Texto Adaptado: Flávio Silveira

Reportagem: Lorenzo Facchinetti

Foto: Massimiliano Serra

A linha Ioniq, dos carros elétricos da Hyundai, é um caso emblemático de uma nova maneira de entender o automóvel. Durante anos, tivemos que lidar com o chamado “family feeling”, levado a extremos nos quais algumas linhas pareciam feitas na máquina de xerox (não é mesmo, Volks?). Mas, aqui, a filosofia é diametralmente oposta, e deixa um espaço para os gostos do cliente. Da série “com o mesmo esqueleto, escolha o corpo que preferir”.

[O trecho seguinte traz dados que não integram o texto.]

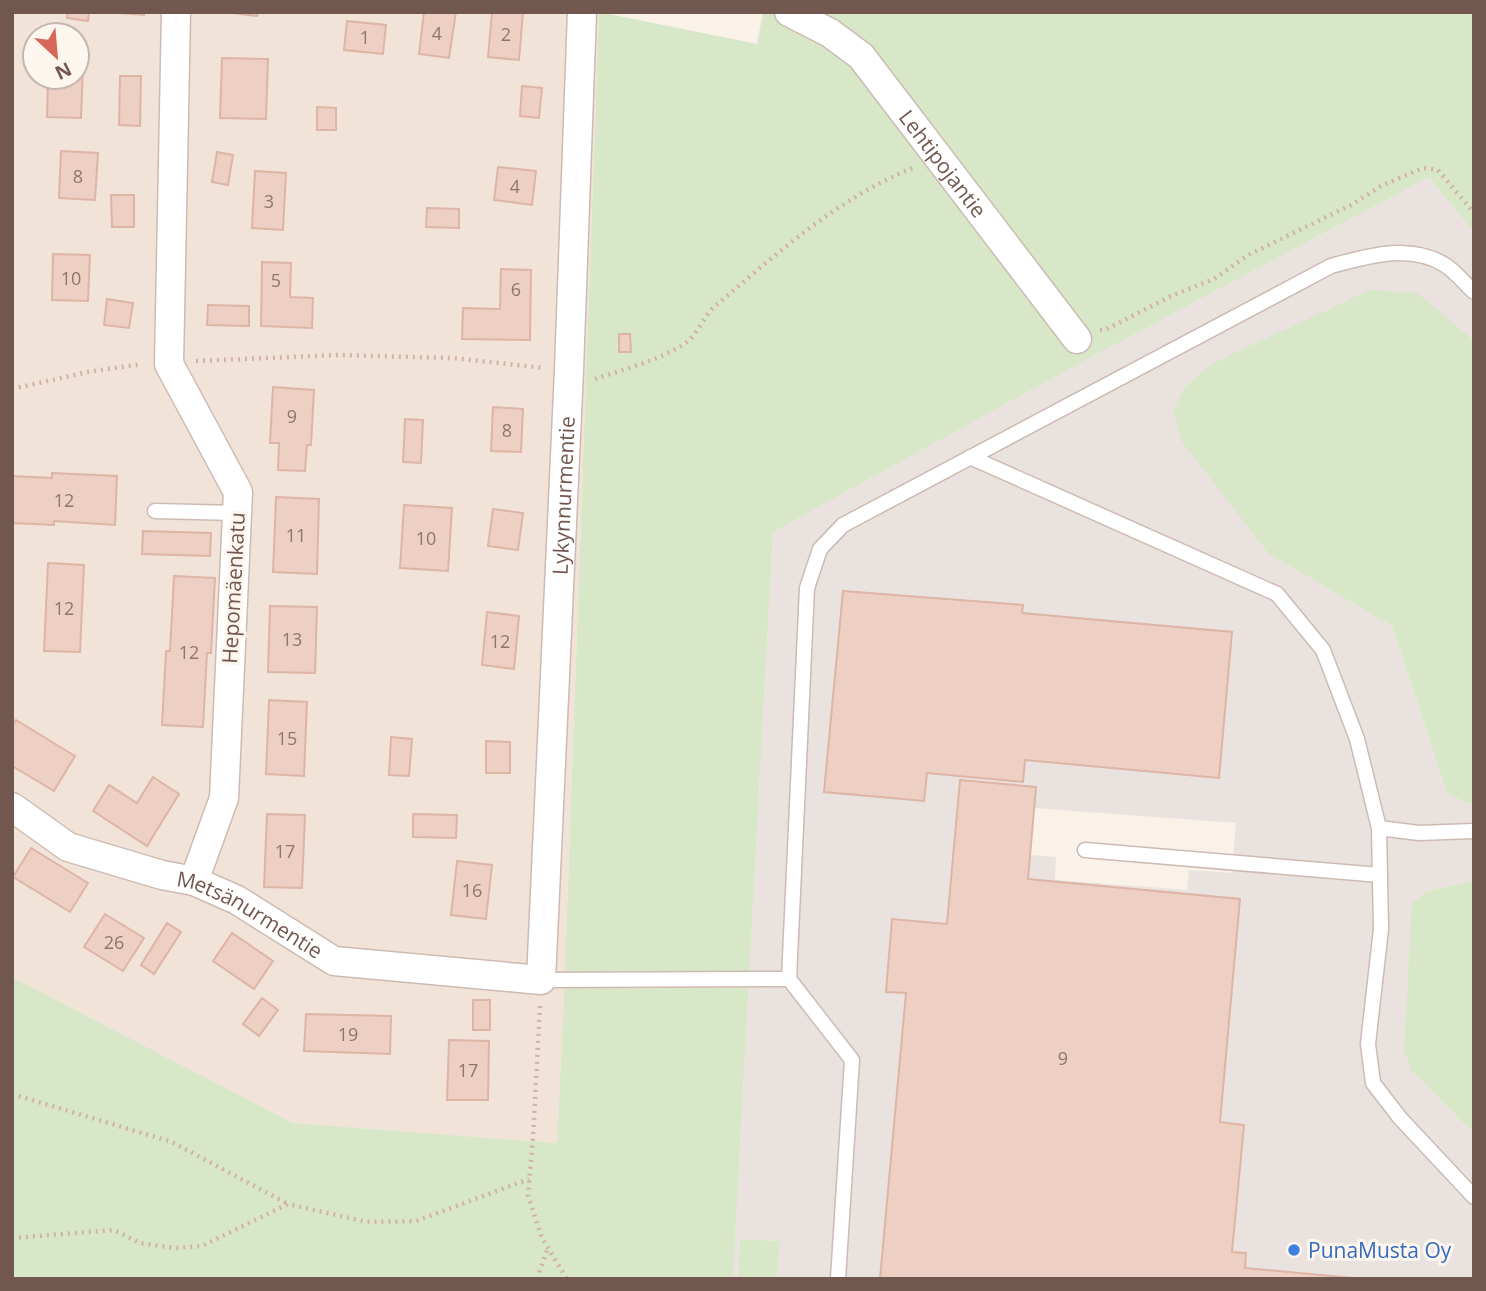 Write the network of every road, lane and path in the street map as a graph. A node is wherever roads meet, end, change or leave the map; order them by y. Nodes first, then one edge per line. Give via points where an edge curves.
1 (176, 12) edge
2 (582, 12) edge
3 (789, 12) edge
4 (938, 157) junction
5 (1474, 213) edge
6 (1474, 292) edge
7 (1073, 334) joint
8 (260, 358) dead end
9 (139, 364) dead end
10 (569, 379) junction
11 (12, 389) edge
12 (970, 457) junction
13 (155, 511) dead end
14 (237, 513) junction
15 (12, 807) edge
16 (1379, 828) junction
17 (1474, 831) edge
18 (1085, 850) dead end
19 (1380, 874) junction
20 (194, 881) junction
21 (789, 979) junction
22 (541, 980) junction
23 (12, 1094) edge
24 (529, 1179) junction
25 (1474, 1197) edge
26 (288, 1203) junction
27 (12, 1238) edge
28 (548, 1247) junction
29 (537, 1279) edge
30 (567, 1279) edge
31 (838, 1279) edge

1 - 14 street, Hepomäenkatu via 169,364 238,492
2 - 10 street, Lykynnurmentie
3 - 4 street, Lehtipojantie via 861,56
4 - 7 street, Lehtipojantie
4 - 10 path via 883,179 819,222 711,310 686,343 649,360
5 - 7 path via 1438,170 1423,168 1248,255 1214,279 1105,330
6 - 12 lane via 1446,265 1415,254 1376,254 1331,265
8 - 10 path via 440,358
9 - 11 path
10 - 22 street, Lykynnurmentie
12 - 16 lane via 1278,594 1323,650 1357,739
12 - 21 lane via 843,525 820,549 807,588
13 - 14 lane
14 - 20 street, Hepomäenkatu via 224,797
15 - 20 street, Metsänurmentie via 68,846
16 - 17 lane via 1419,833
16 - 19 lane
18 - 19 lane
19 - 25 lane via 1381,929 1368,1044 1373,1083
20 - 22 street, Metsänurmentie via 237,900 334,961
21 - 22 lane
21 - 31 lane via 852,1060
22 - 24 path
23 - 26 path via 172,1142
24 - 26 path via 416,1221 367,1222
24 - 28 path via 527,1196
26 - 27 path via 202,1246 140,1244 114,1230
28 - 29 path
28 - 30 path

Quer uma carroceria com design quase unânime, retrô-futurista, cheio de arestas? Compre o crossover-SUV Hyundai Ioniq 5, avaliado na MOTOR SHOW 439, logo após estrear na Europa, e só agora com importação confirmada para o Brasil – mas só apenas em 2024 (sim,
algumas marcas trazem elétricos com atraso absurdo). Prefere uma carroceria ousada, que fuja da “modinha SUV”, mais baixa, esportiva e cheia de curvas? Torça para a marca trazer, também, e quem sabe sem tanta demora, este novo Ioniq 6 que avaliamos agora. Porque o preço deles, na Europa (€ 62.450 na Itália, ou, em conversão direta, cerca de R$ 340 mil), é idêntico, assim como tudo sob a carroceria.

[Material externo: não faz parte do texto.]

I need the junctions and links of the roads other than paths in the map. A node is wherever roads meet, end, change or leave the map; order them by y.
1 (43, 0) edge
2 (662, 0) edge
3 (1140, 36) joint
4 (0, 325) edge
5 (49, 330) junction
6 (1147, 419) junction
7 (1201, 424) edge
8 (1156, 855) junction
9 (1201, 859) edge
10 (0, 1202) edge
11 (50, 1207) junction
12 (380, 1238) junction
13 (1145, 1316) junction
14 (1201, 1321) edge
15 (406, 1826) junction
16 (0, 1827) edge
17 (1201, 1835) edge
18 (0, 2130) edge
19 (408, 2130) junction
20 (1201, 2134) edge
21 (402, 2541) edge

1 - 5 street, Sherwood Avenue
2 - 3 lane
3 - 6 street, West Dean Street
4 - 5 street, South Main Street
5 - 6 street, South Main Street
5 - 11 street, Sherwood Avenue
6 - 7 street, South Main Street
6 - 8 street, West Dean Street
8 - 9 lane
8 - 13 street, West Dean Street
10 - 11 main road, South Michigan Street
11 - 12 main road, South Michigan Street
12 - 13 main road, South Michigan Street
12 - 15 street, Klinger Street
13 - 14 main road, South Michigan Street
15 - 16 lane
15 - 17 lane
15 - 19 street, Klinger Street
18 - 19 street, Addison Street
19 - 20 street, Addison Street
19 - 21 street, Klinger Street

As interpretações estilísticas, no entanto, são a antítese uma da outra. E a originalidade deste novo Ioniq 6, goste-se ou não, encontra razão de ser na busca pelo melhor coeficiente aerodinâmico. Seu estilo, segundo designers da marca coreana, remete aos conceitos de Streamlining, de um século atrás, quando o design industrial, impulsionado pelo nascimento dos túneis de vento, passou a conceber as formas de modo a cortar o ar e, assim, garantir a máxima velocidade. Isso valia para os carros, mas também para os trens e os aviões.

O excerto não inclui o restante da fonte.